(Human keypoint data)
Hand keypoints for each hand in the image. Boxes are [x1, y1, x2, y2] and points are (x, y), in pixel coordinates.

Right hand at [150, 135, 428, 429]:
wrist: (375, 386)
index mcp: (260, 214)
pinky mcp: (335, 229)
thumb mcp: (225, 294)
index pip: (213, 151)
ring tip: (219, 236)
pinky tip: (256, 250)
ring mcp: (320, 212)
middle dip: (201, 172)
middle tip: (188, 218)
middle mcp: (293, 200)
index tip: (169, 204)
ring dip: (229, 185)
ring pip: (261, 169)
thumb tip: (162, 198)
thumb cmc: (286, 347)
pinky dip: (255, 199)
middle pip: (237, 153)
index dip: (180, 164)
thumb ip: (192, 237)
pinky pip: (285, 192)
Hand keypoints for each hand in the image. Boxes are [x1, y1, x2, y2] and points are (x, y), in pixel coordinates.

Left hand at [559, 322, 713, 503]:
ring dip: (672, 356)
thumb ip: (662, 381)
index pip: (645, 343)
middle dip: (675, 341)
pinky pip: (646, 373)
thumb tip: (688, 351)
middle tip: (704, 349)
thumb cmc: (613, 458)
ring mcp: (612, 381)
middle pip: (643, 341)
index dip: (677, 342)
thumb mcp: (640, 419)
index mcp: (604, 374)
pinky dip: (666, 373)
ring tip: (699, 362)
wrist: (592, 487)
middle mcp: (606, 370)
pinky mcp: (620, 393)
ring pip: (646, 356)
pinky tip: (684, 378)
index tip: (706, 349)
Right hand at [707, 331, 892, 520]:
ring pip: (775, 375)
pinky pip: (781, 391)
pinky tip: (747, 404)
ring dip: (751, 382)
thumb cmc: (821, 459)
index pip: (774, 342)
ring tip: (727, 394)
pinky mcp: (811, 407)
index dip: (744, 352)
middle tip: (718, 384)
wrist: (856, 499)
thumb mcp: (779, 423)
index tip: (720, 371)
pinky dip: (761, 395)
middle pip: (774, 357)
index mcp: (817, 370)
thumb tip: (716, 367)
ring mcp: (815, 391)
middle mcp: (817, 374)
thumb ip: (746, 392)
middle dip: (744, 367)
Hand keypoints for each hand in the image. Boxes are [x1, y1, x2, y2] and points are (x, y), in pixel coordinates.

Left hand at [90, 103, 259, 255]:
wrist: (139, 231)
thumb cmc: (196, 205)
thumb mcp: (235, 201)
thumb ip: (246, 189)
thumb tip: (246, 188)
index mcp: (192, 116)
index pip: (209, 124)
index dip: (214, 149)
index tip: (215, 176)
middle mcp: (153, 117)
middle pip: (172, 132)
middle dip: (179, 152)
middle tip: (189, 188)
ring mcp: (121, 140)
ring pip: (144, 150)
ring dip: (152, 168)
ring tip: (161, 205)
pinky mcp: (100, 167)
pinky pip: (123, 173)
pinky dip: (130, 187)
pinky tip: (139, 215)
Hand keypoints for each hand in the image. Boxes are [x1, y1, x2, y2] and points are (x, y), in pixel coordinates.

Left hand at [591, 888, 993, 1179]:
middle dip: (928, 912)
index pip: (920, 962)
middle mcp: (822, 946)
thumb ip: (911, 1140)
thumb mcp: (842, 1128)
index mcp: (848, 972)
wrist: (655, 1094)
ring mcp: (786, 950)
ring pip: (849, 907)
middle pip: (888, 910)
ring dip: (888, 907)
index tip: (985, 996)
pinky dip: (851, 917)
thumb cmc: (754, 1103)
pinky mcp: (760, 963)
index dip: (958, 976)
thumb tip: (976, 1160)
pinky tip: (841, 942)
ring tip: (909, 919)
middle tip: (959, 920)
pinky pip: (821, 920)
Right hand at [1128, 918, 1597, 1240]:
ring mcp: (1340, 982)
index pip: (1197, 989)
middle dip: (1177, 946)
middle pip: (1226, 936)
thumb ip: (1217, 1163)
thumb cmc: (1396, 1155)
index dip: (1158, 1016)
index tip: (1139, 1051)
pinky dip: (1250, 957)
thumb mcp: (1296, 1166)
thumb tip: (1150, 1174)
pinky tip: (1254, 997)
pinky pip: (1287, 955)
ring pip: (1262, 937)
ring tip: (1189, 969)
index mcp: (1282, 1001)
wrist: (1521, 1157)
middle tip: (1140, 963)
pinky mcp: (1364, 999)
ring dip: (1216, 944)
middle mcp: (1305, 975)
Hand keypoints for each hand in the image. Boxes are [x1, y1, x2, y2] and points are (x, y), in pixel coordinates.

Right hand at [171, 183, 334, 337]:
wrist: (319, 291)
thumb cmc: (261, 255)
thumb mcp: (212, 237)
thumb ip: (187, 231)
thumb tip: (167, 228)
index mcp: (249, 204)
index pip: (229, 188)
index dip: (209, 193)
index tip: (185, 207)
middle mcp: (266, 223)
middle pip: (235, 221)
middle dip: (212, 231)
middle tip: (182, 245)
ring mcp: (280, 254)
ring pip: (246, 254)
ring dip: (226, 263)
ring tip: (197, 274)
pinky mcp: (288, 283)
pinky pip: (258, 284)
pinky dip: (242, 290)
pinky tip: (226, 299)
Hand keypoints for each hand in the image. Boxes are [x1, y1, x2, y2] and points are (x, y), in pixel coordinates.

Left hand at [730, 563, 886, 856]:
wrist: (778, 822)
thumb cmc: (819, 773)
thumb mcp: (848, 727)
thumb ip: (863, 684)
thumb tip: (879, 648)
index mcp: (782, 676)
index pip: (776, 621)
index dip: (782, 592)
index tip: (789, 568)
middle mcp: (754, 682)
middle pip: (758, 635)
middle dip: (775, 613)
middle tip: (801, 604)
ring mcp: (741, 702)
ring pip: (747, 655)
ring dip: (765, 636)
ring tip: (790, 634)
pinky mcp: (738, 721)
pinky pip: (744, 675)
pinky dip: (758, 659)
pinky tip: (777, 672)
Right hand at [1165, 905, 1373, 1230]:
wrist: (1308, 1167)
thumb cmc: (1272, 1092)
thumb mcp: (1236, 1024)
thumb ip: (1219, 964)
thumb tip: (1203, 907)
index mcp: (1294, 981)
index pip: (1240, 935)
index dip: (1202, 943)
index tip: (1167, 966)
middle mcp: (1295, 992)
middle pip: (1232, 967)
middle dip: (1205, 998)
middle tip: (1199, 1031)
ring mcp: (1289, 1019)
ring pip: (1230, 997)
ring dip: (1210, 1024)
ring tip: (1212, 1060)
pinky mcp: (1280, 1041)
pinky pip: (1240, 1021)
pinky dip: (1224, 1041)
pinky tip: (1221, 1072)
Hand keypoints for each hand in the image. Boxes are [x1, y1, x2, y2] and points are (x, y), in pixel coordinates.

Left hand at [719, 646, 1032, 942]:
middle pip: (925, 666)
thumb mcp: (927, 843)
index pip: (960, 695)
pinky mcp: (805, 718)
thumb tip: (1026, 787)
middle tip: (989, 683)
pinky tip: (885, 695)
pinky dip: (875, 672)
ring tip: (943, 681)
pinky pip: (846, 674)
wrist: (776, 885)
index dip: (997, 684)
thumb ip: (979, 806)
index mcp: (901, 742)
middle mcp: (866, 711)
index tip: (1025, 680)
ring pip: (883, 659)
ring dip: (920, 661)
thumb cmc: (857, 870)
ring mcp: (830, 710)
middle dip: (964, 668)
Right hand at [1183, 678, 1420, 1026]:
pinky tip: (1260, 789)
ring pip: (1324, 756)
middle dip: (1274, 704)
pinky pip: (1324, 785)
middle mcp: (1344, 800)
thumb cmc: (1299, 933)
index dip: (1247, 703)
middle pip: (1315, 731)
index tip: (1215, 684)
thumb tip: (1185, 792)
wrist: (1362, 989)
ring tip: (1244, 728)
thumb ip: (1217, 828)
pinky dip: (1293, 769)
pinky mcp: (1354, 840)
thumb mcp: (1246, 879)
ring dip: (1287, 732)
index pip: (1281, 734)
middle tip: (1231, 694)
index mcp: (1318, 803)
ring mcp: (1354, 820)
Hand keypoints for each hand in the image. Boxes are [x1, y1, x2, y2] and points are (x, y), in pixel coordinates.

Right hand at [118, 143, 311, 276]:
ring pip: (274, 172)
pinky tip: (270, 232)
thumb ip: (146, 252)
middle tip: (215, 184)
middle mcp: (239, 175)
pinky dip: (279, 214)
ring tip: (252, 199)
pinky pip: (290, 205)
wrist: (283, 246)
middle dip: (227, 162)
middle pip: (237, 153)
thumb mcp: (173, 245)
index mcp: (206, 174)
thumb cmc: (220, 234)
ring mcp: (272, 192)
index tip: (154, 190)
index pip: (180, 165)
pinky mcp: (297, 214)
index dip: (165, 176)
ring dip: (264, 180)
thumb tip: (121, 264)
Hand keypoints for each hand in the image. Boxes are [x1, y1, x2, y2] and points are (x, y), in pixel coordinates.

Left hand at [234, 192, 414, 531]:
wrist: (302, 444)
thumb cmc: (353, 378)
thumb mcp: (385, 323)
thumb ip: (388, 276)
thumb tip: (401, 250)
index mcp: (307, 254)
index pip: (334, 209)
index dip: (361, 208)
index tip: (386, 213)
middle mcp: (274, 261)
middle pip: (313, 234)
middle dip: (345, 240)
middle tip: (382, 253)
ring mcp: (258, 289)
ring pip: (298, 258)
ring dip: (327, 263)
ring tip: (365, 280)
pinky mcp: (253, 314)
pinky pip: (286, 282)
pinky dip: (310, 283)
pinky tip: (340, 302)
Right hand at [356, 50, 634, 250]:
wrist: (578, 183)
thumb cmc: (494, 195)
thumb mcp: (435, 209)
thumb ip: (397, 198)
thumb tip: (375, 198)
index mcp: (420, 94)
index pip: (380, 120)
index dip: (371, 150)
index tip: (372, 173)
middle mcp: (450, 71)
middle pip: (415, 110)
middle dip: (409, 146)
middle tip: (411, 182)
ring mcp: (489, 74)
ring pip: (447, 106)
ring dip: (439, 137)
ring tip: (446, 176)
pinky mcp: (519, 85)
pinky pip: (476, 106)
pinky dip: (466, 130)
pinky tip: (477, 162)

### Prompt
The lines in the entries above that carry the word "Right" must be copied.

### Task response
Right hand at [150, 135, 428, 429]:
Right hand at [707, 331, 892, 520]:
Right hand at [1128, 918, 1597, 1240]:
Right hand at [171, 183, 334, 337]:
Right hand at [1165, 905, 1373, 1230]:
Right hand at [1183, 678, 1420, 1026]:
Right hand at [118, 143, 311, 276]:
Right hand at [356, 50, 634, 250]:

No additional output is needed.